Cholate solubilization of liver microsomal membrane components which promote NADPH-supported lipid peroxidation

Abstract

NADPH-supported lipid peroxidation monitored by malondialdehyde (MDA) production in the presence of ferric pyrophosphate in liver microsomes was inactivated by heat treatment or by trypsin and the activity was not restored by the addition of purified NADPH-cytochrome P450 reductase (F PT). The activity was differentially solubilized by sodium cholate from microsomes, and the fraction solubilized between 0.4 and 1.2% sodium cholate was applied to a Sephadex G-150 column and sub fractionated into three pools, A, B, and C. MDA production was reconstituted by the addition of microsomal lipids and F PT to specific fractions from the column, in the presence of ferric pyrophosphate and NADPH. Pool B, after removal of endogenous F PT, was highly active in catalyzing MDA production and the disappearance of arachidonate and docosahexaenoate, and this activity was abolished by heat treatment and trypsin digestion, but not by carbon monoxide.

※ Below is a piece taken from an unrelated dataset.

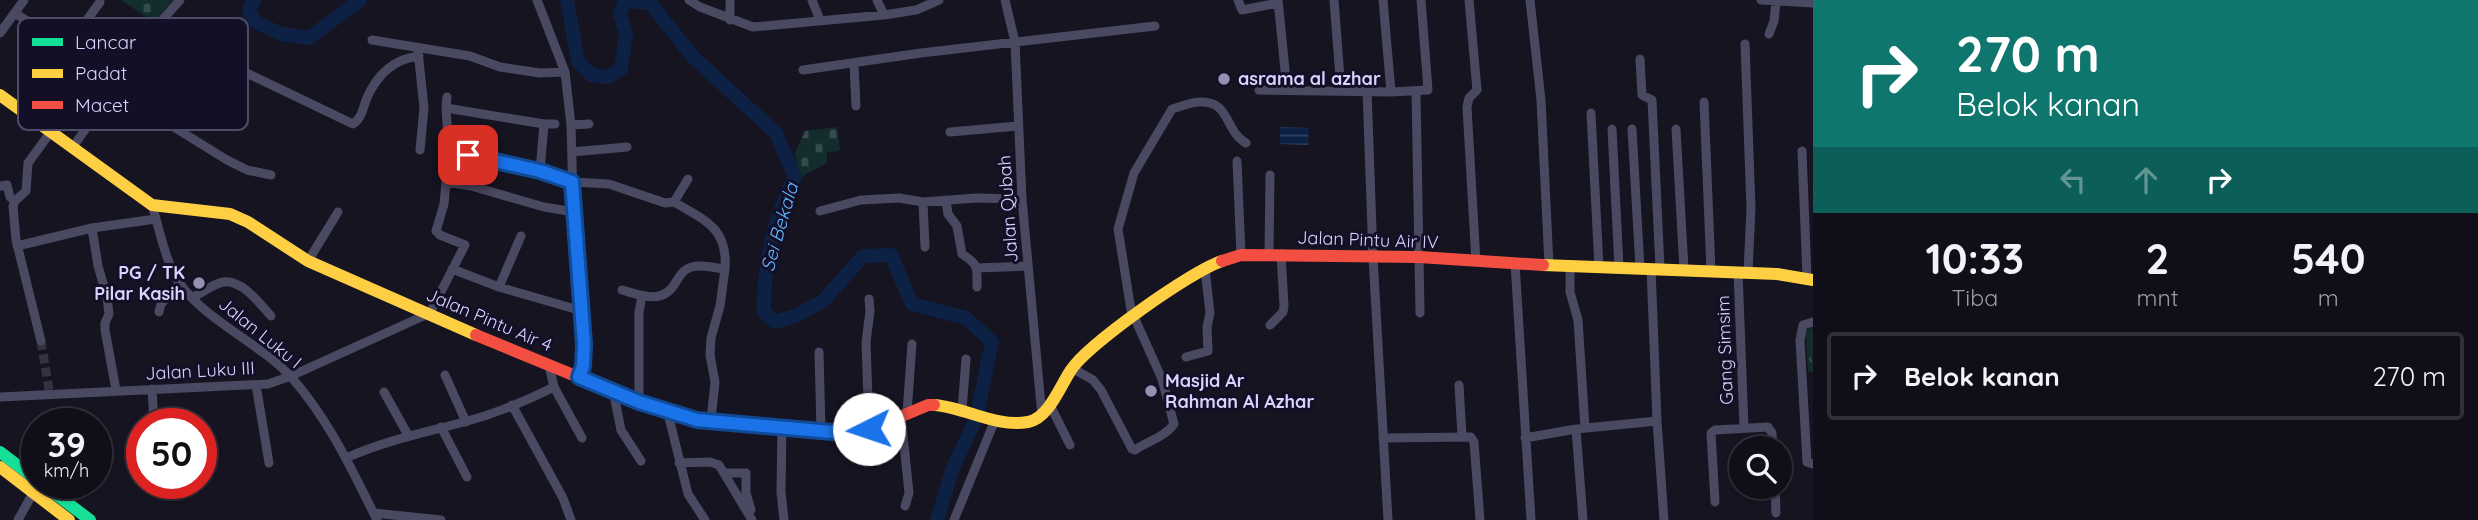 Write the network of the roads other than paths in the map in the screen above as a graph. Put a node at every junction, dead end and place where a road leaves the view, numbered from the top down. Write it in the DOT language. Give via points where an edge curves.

The rate of NADPH-supported lipid peroxidation in the reconstituted system containing fractions pooled from Sephadex G-150 columns was not related to the content of cytochrome P450. p-Bromo-phenylacylbromide, a phospholipase A 2 inhibitor, inhibited NADPH-supported lipid peroxidation in both liver microsomes and the reconstituted system, but did not block the peroxidation of microsomal lipid promoted by iron-ascorbate or ABAP systems. Another phospholipase A 2 inhibitor, mepacrine, poorly inhibited both microsomal and pool-B′-promoted lipid peroxidation, but did block both iron-ascorbate-driven and ABAP-promoted lipid peroxidation. The phospholipase A 2 inhibitor chlorpromazine, which can serve as a free radical quencher, blocked lipid peroxidation in all systems. The data presented are consistent with the existence of a heat-labile protein-containing factor in liver microsomes which promotes lipid peroxidation and is not F PT, cytochrome P450, or phospholipase A 2.